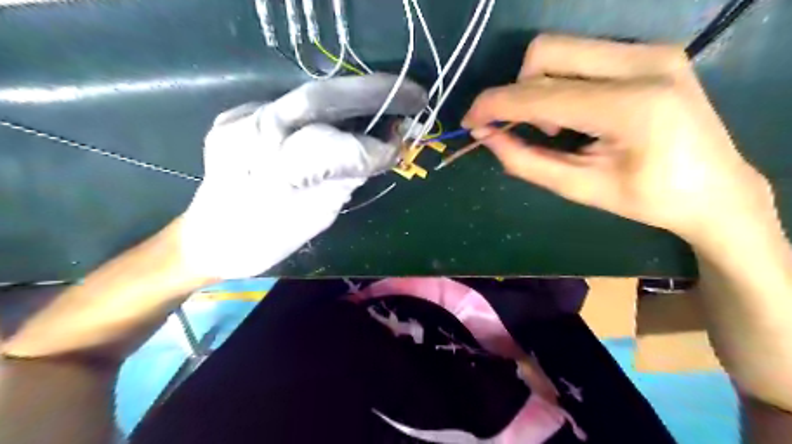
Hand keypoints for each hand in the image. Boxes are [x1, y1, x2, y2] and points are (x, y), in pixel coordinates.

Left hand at [181, 75, 426, 277]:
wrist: (210, 238)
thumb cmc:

··········

*Your goal*
Would you output the data above exactly as written, but with no images?

*Solution to this problem*
Hand keypoints for each hand in the image. Boxes are [x1, y1, x2, y2] and points are (x, y), in pixel coordinates.

Left hand at [181, 75, 426, 277]:
wrist: (210, 238)
thumb cmc:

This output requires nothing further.